[Stored data entries]

* * * *

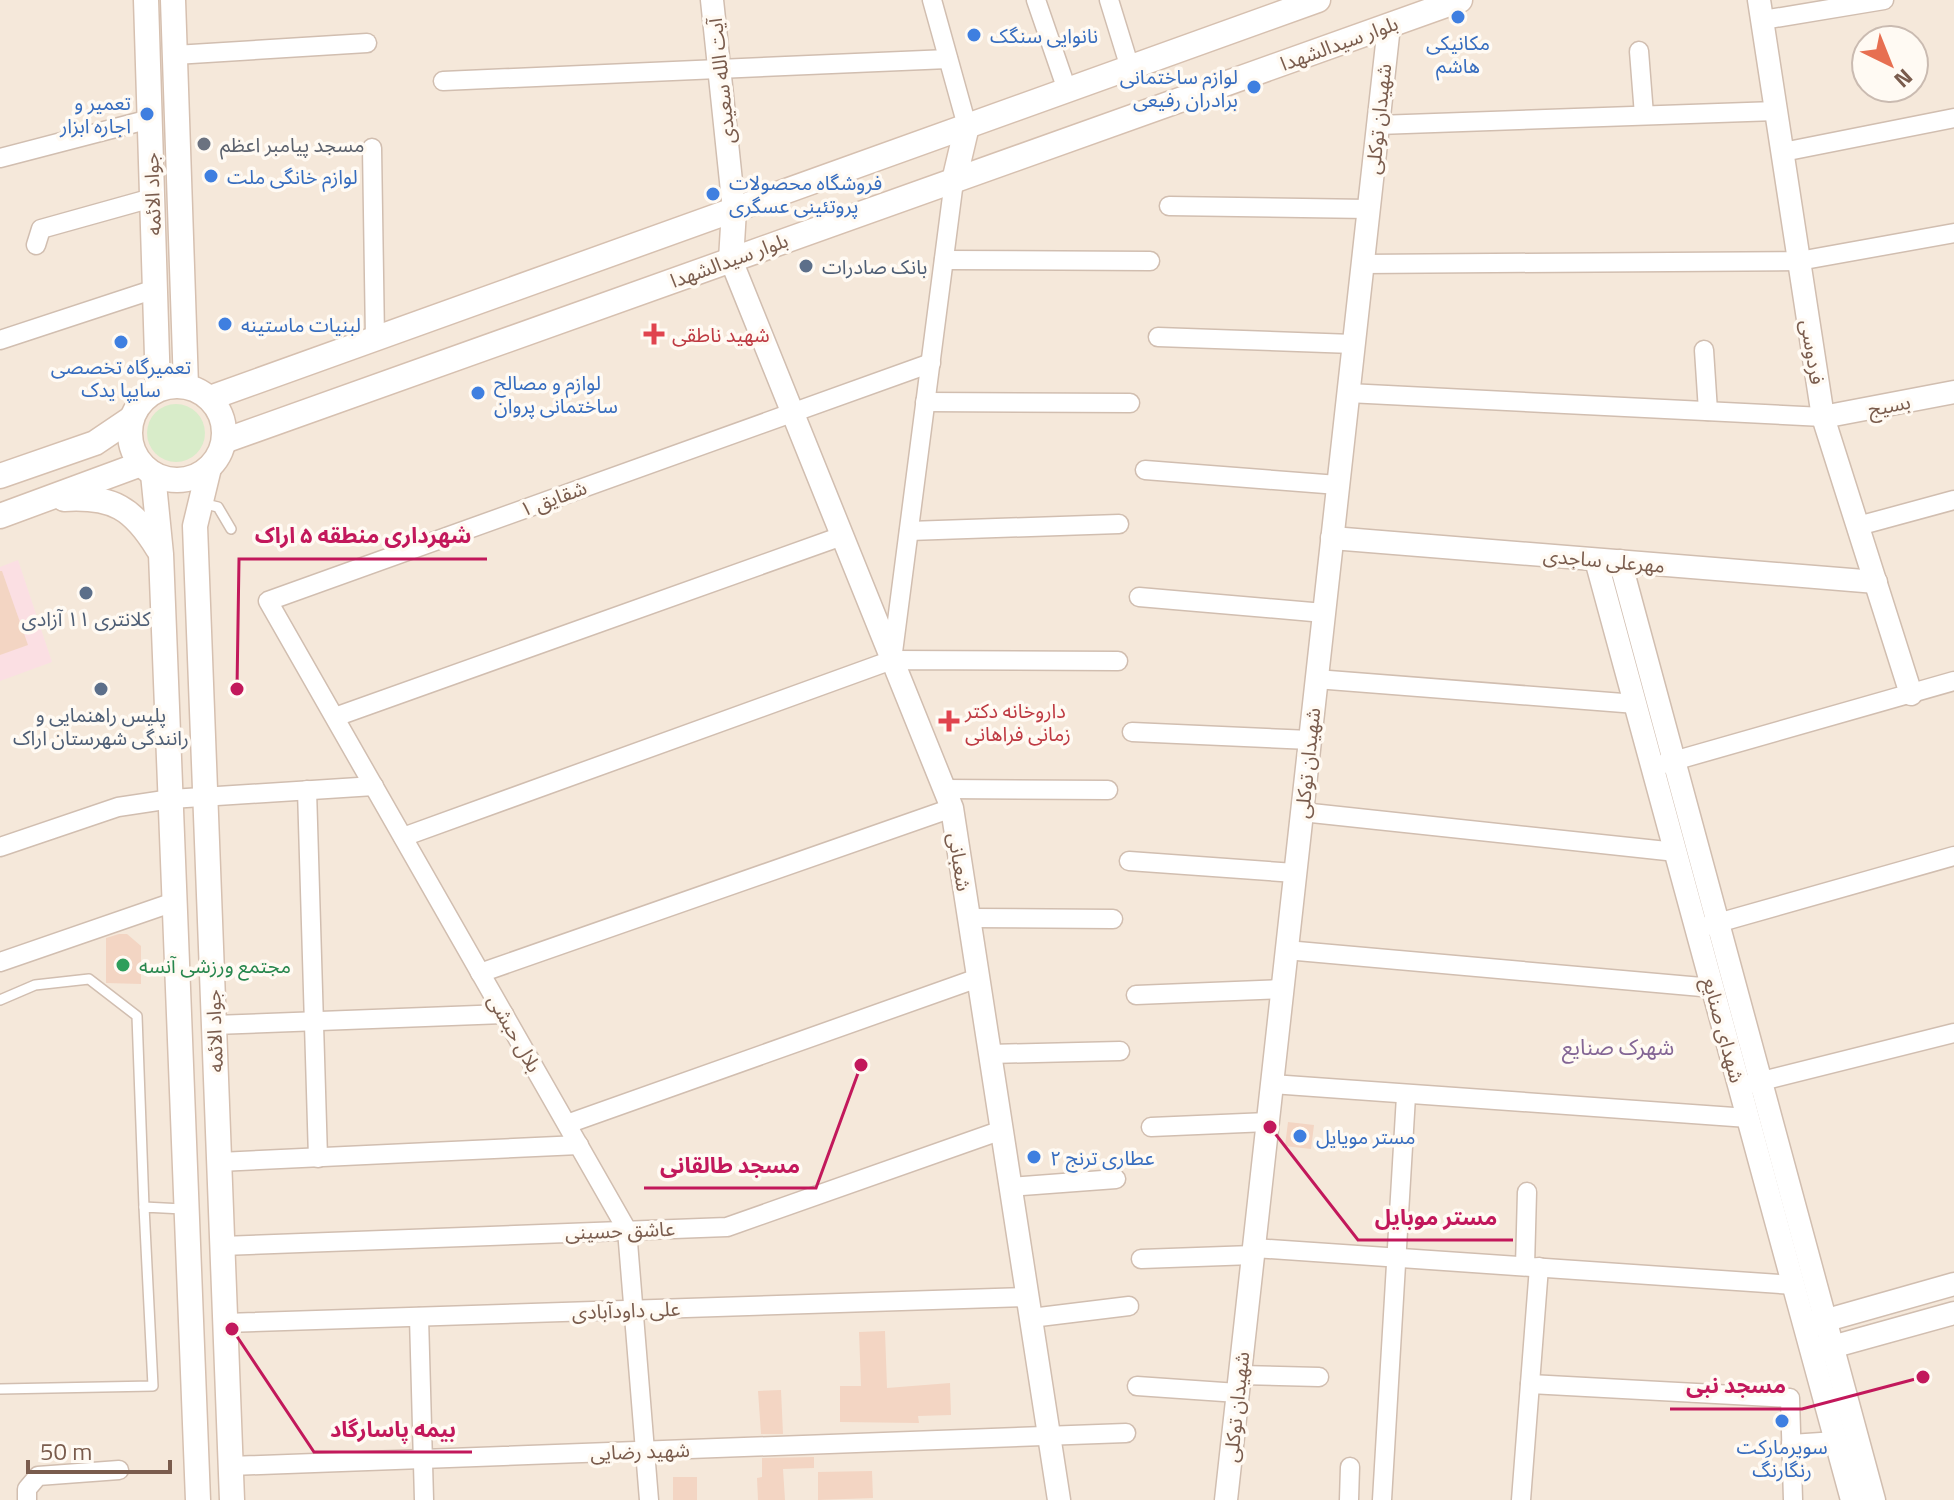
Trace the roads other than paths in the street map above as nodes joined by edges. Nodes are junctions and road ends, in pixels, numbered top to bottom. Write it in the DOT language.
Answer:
graph roads {
  1 [pos="146,0"];
  2 [pos="173,0"];
  3 [pos="712,0"];
  4 [pos="932,0"];
  5 [pos="1036,0"];
  6 [pos="1109,0"];
  7 [pos="1316,0"];
  8 [pos="1460,0"];
  9 [pos="1884,0"];
  10 [pos="1761,10"];
  11 [pos="1389,26"];
  12 [pos="367,43"];
  13 [pos="1639,51"];
  14 [pos="175,55"];
  15 [pos="948,59"];
  16 [pos="1130,68"];
  17 [pos="719,70"];
  18 [pos="443,81"];
  19 [pos="1067,90"];
  20 [pos="1776,111"];
  21 [pos="1644,115"];
  22 [pos="1954,118"];
  23 [pos="150,119"];
  24 [pos="1378,125"];
  25 [pos="967,126"];
  26 [pos="372,148"];
  27 [pos="1783,152"];
  28 [pos="0,158"];
  29 [pos="954,181"];
  30 [pos="152,198"];
  31 [pos="1169,206"];
  32 [pos="1368,209"];
  33 [pos="734,210"];
  34 [pos="1954,233"];
  35 [pos="36,245"];
  36 [pos="731,260"];
  37 [pos="944,260"];
  38 [pos="1150,261"];
  39 [pos="1799,261"];
  40 [pos="1362,264"];
  41 [pos="155,289"];
  42 [pos="1158,337"];
  43 [pos="375,339"];
  44 [pos="0,340"];
  45 [pos="1353,344"];
  46 [pos="1704,350"];
  47 [pos="931,363"];
  48 [pos="186,386"];
  49 [pos="158,389"];
  50 [pos="1954,392"];
  51 [pos="1348,393"];
  52 [pos="210,398"];
  53 [pos="925,402"];
  54 [pos="1130,403"];
  55 [pos="792,411"];
  56 [pos="1708,411"];
  57 [pos="1823,417"];
  58 [pos="132,418"];
  59 [pos="224,441"];
  60 [pos="209,468"];
  61 [pos="147,469"];
  62 [pos="1145,470"];
  63 [pos="0,476"];
  64 [pos="1338,485"];
  65 [pos="1954,500"];
  66 [pos="42,501"];
  67 [pos="201,503"];
  68 [pos="0,516"];
  69 [pos="1119,524"];
  70 [pos="1858,526"];
  71 [pos="231,529"];
  72 [pos="909,531"];
  73 [pos="842,536"];
  74 [pos="1332,538"];
  75 [pos="161,554"];
  76 [pos="1596,560"];
  77 [pos="1620,561"];
  78 [pos="1876,582"];
  79 [pos="1139,597"];
  80 [pos="268,601"];
  81 [pos="1622,612"];
  82 [pos="1324,613"];
  83 [pos="892,660"];
  84 [pos="1118,661"];
  85 [pos="1316,679"];
  86 [pos="1954,681"];
  87 [pos="1911,694"];
  88 [pos="1636,704"];
  89 [pos="335,717"];
  90 [pos="1132,732"];
  91 [pos="1310,740"];
  92 [pos="1663,764"];
  93 [pos="374,786"];
  94 [pos="307,790"];
  95 [pos="1108,790"];
  96 [pos="205,797"];
  97 [pos="171,799"];
  98 [pos="948,799"];
  99 [pos="1302,812"];
  100 [pos="403,837"];
  101 [pos="0,847"];
  102 [pos="1676,852"];
  103 [pos="1954,856"];
  104 [pos="1129,861"];
  105 [pos="1295,873"];
  106 [pos="174,902"];
  107 [pos="969,918"];
  108 [pos="1113,919"];
  109 [pos="1707,926"];
  110 [pos="1286,950"];
  111 [pos="0,962"];
  112 [pos="480,973"];
  113 [pos="978,978"];
  114 [pos="1713,988"];
  115 [pos="1282,989"];
  116 [pos="1136,995"];
  117 [pos="0,1000"];
  118 [pos="504,1014"];
  119 [pos="314,1021"];
  120 [pos="214,1025"];
  121 [pos="1954,1033"];
  122 [pos="1120,1051"];
  123 [pos="990,1054"];
  124 [pos="1272,1084"];
  125 [pos="1750,1084"];
  126 [pos="1406,1096"];
  127 [pos="1748,1118"];
  128 [pos="1268,1122"];
  129 [pos="567,1124"];
  130 [pos="1151,1127"];
  131 [pos="1002,1130"];
  132 [pos="579,1145"];
  133 [pos="318,1158"];
  134 [pos="219,1162"];
  135 [pos="1116,1179"];
  136 [pos="1010,1187"];
  137 [pos="1527,1192"];
  138 [pos="144,1207"];
  139 [pos="187,1209"];
  140 [pos="627,1230"];
  141 [pos="222,1246"];
  142 [pos="1253,1251"];
  143 [pos="1397,1257"];
  144 [pos="1141,1259"];
  145 [pos="1532,1267"];
  146 [pos="1954,1284"];
  147 [pos="1794,1285"];
  148 [pos="1129,1306"];
  149 [pos="1029,1307"];
  150 [pos="634,1310"];
  151 [pos="1954,1313"];
  152 [pos="419,1317"];
  153 [pos="225,1323"];
  154 [pos="1815,1323"];
  155 [pos="1822,1349"];
  156 [pos="1319,1377"];
  157 [pos="1239,1384"];
  158 [pos="1530,1384"];
  159 [pos="1137,1386"];
  160 [pos="0,1389"];
  161 [pos="1126,1433"];
  162 [pos="1049,1437"];
  163 [pos="1836,1441"];
  164 [pos="1791,1444"];
  165 [pos="646,1451"];
  166 [pos="423,1459"];
  167 [pos="231,1466"];
  168 [pos="1350,1467"];
  169 [pos="119,1470"];
  170 [pos="27,1500"];
  171 [pos="198,1500"];
  172 [pos="232,1500"];
  173 [pos="424,1500"];
  174 [pos="649,1500"];
  175 [pos="1059,1500"];
  176 [pos="1226,1500"];
  177 [pos="1349,1500"];
  178 [pos="1382,1500"];
  179 [pos="1521,1500"];
  180 [pos="1793,1500"];
  181 [pos="1852,1500"];
  182 [pos="1874,1500"];
  1 -- 23 [label="main road, جواد الائمه"];
  2 -- 14 [label="main road, جواد الائمه"];
  3 -- 17 [label="street, آیت الله سعیدی"];
  4 -- 15 [label="street"];
  5 -- 19 [label="street"];
  6 -- 16 [label="street"];
  7 -- 16 [label="main road"];
  8 -- 11 [label="main road, بلوار سیدالشهدا"];
  9 -- 10 [label="street"];
  10 -- 20 [label="street, فردوسی"];
  11 -- 24 [label="street, شهیدان توکلی"];
  11 -- 29 [label="main road, بلوار سیدالشهدا"];
  12 -- 14 [label="street"];
  13 -- 21 [label="street"];
  14 -- 48 [label="main road, جواد الائمه"];
  15 -- 17 [label="street"];
  15 -- 25 [label="street"];
  16 -- 19 [label="main road"];
  17 -- 18 [label="street"];
  17 -- 33 [label="street, آیت الله سعیدی"];
  19 -- 25 [label="main road"];
  20 -- 21 [label="street"];
  20 -- 27 [label="street, فردوسی"];
  21 -- 24 [label="street"];
  22 -- 27 [label="street"];
  23 -- 28 [label="street"];
  23 -- 30 [label="main road, جواد الائمه"];
  24 -- 32 [label="street, شهیدان توکلی"];
  25 -- 29 [label="main road"];
  25 -- 33 [label="main road"];
  26 -- 43 [label="street"];
  27 -- 39 [label="street, فردوسی"];
  29 -- 36 [label="main road, بلوار سیدالشهدا"];
  29 -- 37 [label="street"];
  30 -- 35 [label="street"];
  30 -- 41 [label="main road, جواد الائمه"];
  31 -- 32 [label="street"];
  32 -- 40 [label="street, شهیدان توکلی"];
  33 -- 36 [label="main road"];
  33 -- 43 [label="main road"];
  34 -- 39 [label="street"];
  36 -- 55 [label="street, شعبانی"];
  36 -- 59 [label="main road, بلوار سیدالشهدا"];
  37 -- 38 [label="street"];
  37 -- 47 [label="street"];
  39 -- 40 [label="street"];
  39 -- 57 [label="street, فردوسی"];
  40 -- 45 [label="street, شهیدان توکلی"];
  41 -- 44 [label="street"];
  41 -- 49 [label="main road, جواد الائمه"];
  42 -- 45 [label="street"];
  43 -- 52 [label="main road"];
  45 -- 51 [label="street, شهیدان توکلی"];
  46 -- 56 [label="street"];
  47 -- 53 [label="street"];
  47 -- 55 [label="street, شقایق ۱"];
  48 -- 49 [label="main road"];
  48 -- 52 [label="main road"];
  49 -- 58 [label="main road"];
  50 -- 57 [label="street, بسیج"];
  51 -- 56 [label="street"];
  51 -- 64 [label="street, شهیدان توکلی"];
  52 -- 59 [label="main road"];
  53 -- 54 [label="street"];
  53 -- 72 [label="street"];
  55 -- 73 [label="street, شعبانی"];
  55 -- 80 [label="street, شقایق ۱"];
  56 -- 57 [label="street"];
  57 -- 70 [label="street, فردوسی"];
  58 -- 61 [label="main road"];
  58 -- 63 [label="main road"];
  59 -- 60 [label="main road"];
  60 -- 61 [label="main road"];
  60 -- 67 [label="main road, جواد الائمه"];
  61 -- 66 [label="main road"];
  61 -- 75 [label="main road, جواد الائمه"];
  62 -- 64 [label="street"];
  64 -- 74 [label="street, شهیدان توکلی"];
  65 -- 70 [label="street"];
  66 -- 68 [label="main road"];
  66 -- 75 [label="main road"];
  67 -- 71 [label="lane"];
  67 -- 96 [label="main road, جواد الائمه"];
  69 -- 72 [label="street"];
  70 -- 78 [label="street, فردوسی"];
  72 -- 83 [label="street"];
  73 -- 83 [label="street, شعبانی"];
  73 -- 89 [label="street"];
  74 -- 76 [label="street, مهرعلی ساجدی"];
  74 -- 82 [label="street, شهیدان توکلی"];
  75 -- 97 [label="main road, جواد الائمه"];
  76 -- 77 [label="street, مهرعلی ساجدی"];
  76 -- 81 [label="street, شهدای صنایع"];
  77 -- 78 [label="street, مهرعلی ساجدی"];
  77 -- 81 [label="street, شهدای صنایع"];
  78 -- 87 [label="street, فردوسی"];
  79 -- 82 [label="street"];
  80 -- 89 [label="street, بلال حبشی"];
  81 -- 88 [label="street, شهدای صنایع"];
  81 -- 92 [label="street, شهدای صنایع"];
  82 -- 85 [label="street, شهیدان توکلی"];
  83 -- 84 [label="street"];
  83 -- 98 [label="street, شعبانی"];
  83 -- 100 [label="street"];
  85 -- 88 [label="street"];
  85 -- 91 [label="street, شهیدان توکلی"];
  86 -- 87 [label="street"];
  87 -- 92 [label="street"];
  88 -- 92 [label="street, شهدای صنایع"];
  89 -- 93 [label="street, بلال حبشی"];
  90 -- 91 [label="street"];
  91 -- 99 [label="street, شهیدان توکلی"];
  92 -- 102 [label="street, شهدای صنایع"];
  92 -- 109 [label="street, شهدای صنایع"];
  93 -- 94 [label="street"];
  93 -- 100 [label="street, بلال حبشی"];
  94 -- 96 [label="street"];
  94 -- 119 [label="street"];
  95 -- 98 [label="street"];
  96 -- 97 [label="street"];
  96 -- 120 [label="main road, جواد الائمه"];
  97 -- 101 [label="street"];
  97 -- 106 [label="main road, جواد الائمه"];
  98 -- 107 [label="street, شعبانی"];
  98 -- 112 [label="street"];
  99 -- 102 [label="street"];
  99 -- 105 [label="street, شهیدان توکلی"];
  100 -- 112 [label="street, بلال حبشی"];
  102 -- 109 [label="street, شهدای صنایع"];
  103 -- 109 [label="street"];
  104 -- 105 [label="street"];
  105 -- 110 [label="street, شهیدان توکلی"];
  106 -- 111 [label="street"];
  106 -- 139 [label="main road, جواد الائمه"];
  107 -- 108 [label="street"];
  107 -- 113 [label="street, شعبانی"];
  109 -- 114 [label="street, شهدای صنایع"];
  109 -- 125 [label="street, شهدای صنایع"];
  110 -- 114 [label="street"];
  110 -- 115 [label="street, شهیدان توکلی"];
  112 -- 118 [label="street, بلال حبشی"];
  113 -- 123 [label="street, شعبانی"];
  113 -- 129 [label="street"];
  114 -- 125 [label="street, شهدای صنایع"];
  115 -- 116 [label="street"];
  115 -- 124 [label="street, شهیدان توکلی"];
  117 -- 138 [label="lane"];
  118 -- 119 [label="street"];
  118 -- 129 [label="street, بلال حبشی"];
  119 -- 120 [label="street"];
  119 -- 133 [label="street"];
  120 -- 134 [label="main road, جواد الائمه"];
  121 -- 125 [label="street"];
  122 -- 123 [label="street"];
  123 -- 131 [label="street, شعبانی"];
  124 -- 126 [label="street"];
  124 -- 128 [label="street, شهیدان توکلی"];
  125 -- 127 [label="street, شهدای صنایع"];
  125 -- 154 [label="street, شهدای صنایع"];
  126 -- 127 [label="street"];
  126 -- 143 [label="street"];
  127 -- 147 [label="street, شهدای صنایع"];
  128 -- 130 [label="street"];
  128 -- 142 [label="street, شهیدان توکلی"];
  129 -- 132 [label="street, بلال حبشی"];
  131 -- 136 [label="street, شعبانی"];
  131 -- 140 [label="street, عاشق حسینی"];
  132 -- 133 [label="street"];
  132 -- 140 [label="street, بلال حبشی"];
  133 -- 134 [label="street"];
  134 -- 141 [label="main road, جواد الائمه"];
  135 -- 136 [label="street"];
  136 -- 149 [label="street, شعبانی"];
  137 -- 145 [label="street"];
  138 -- 139 [label="lane"];
  138 -- 160 [label="lane"];
  139 -- 171 [label="main road, جواد الائمه"];
  140 -- 141 [label="street, عاشق حسینی"];
  140 -- 150 [label="street, بلال حبشی"];
  141 -- 153 [label="main road, جواد الائمه"];
  142 -- 143 [label="street"];
  142 -- 144 [label="street"];
  142 -- 157 [label="street, شهیدان توکلی"];
  143 -- 145 [label="street"];
  143 -- 178 [label="street"];
  145 -- 147 [label="street"];
  145 -- 158 [label="street"];
  146 -- 154 [label="street"];
  147 -- 154 [label="street, شهدای صنایع"];
  148 -- 149 [label="street, علی داودآبادی"];
  149 -- 150 [label="street, علی داودآبادی"];
  149 -- 162 [label="street, شعبانی"];
  150 -- 152 [label="street, علی داودآبادی"];
  150 -- 165 [label="street, بلال حبشی"];
  151 -- 155 [label="street"];
  152 -- 153 [label="street, علی داودآبادی"];
  152 -- 166 [label="street"];
  153 -- 167 [label="main road, جواد الائمه"];
  154 -- 155 [label="street, شهدای صنایع"];
  155 -- 163 [label="street, شهدای صنایع"];
  155 -- 182 [label="street, شهدای صنایع"];
  156 -- 157 [label="street"];
  157 -- 159 [label="street"];
  157 -- 176 [label="street, شهیدان توکلی"];
  158 -- 164 [label="street"];
  158 -- 179 [label="street"];
  161 -- 162 [label="street, شهید رضایی"];
  162 -- 165 [label="street, شهید رضایی"];
  162 -- 175 [label="street, شعبانی"];
  163 -- 164 [label="street"];
  163 -- 181 [label="street, شهدای صنایع"];
  164 -- 180 [label="street"];
  165 -- 166 [label="street, شهید رضایی"];
  165 -- 174 [label="street, بلال حبشی"];
  166 -- 167 [label="street, شهید رضایی"];
  166 -- 173 [label="street"];
  167 -- 172 [label="main road, جواد الائمه"];
  168 -- 177 [label="street"];
  169 -- 170 [label="street"];
}
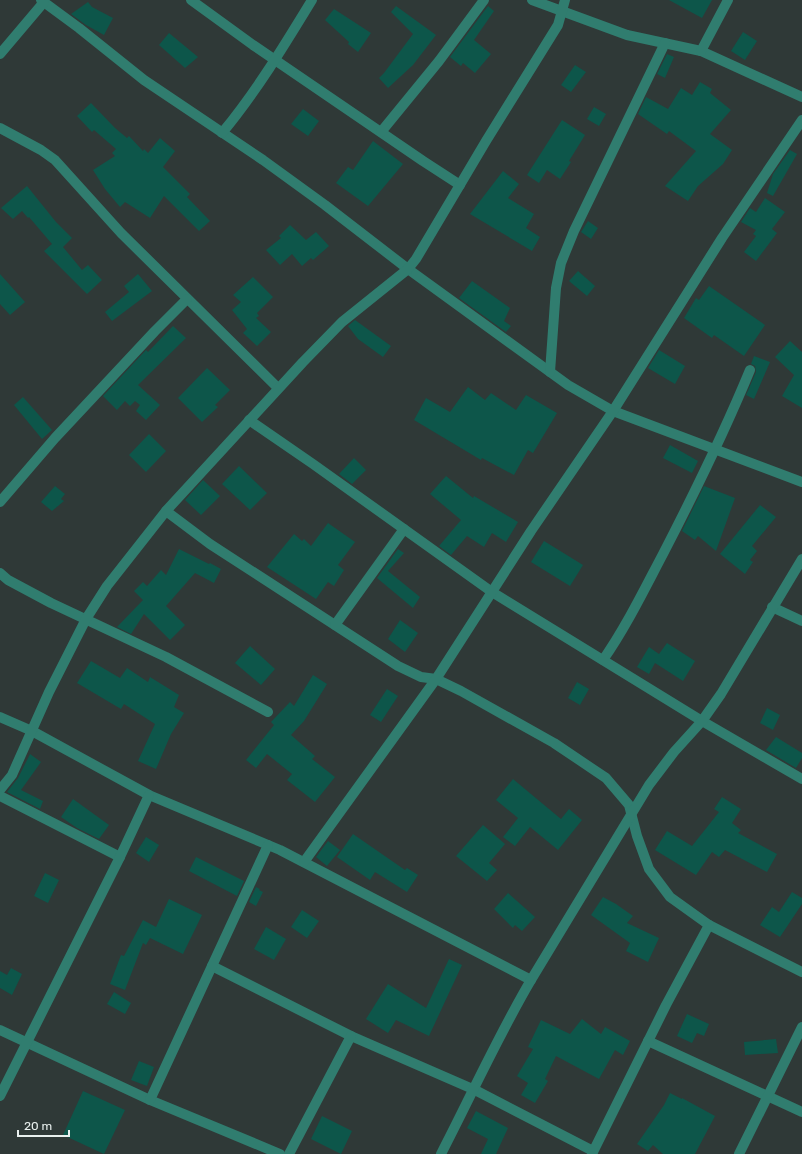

* * * *

▶ _Problem_:
Go through the data and show each line that holds "مهرعلی".

▶ _Exercise result_:
  74 -- 76 [label="street, مهرعلی ساجدی"];
  76 -- 77 [label="street, مهرعلی ساجدی"];
  77 -- 78 [label="street, مهرعلی ساجدی"];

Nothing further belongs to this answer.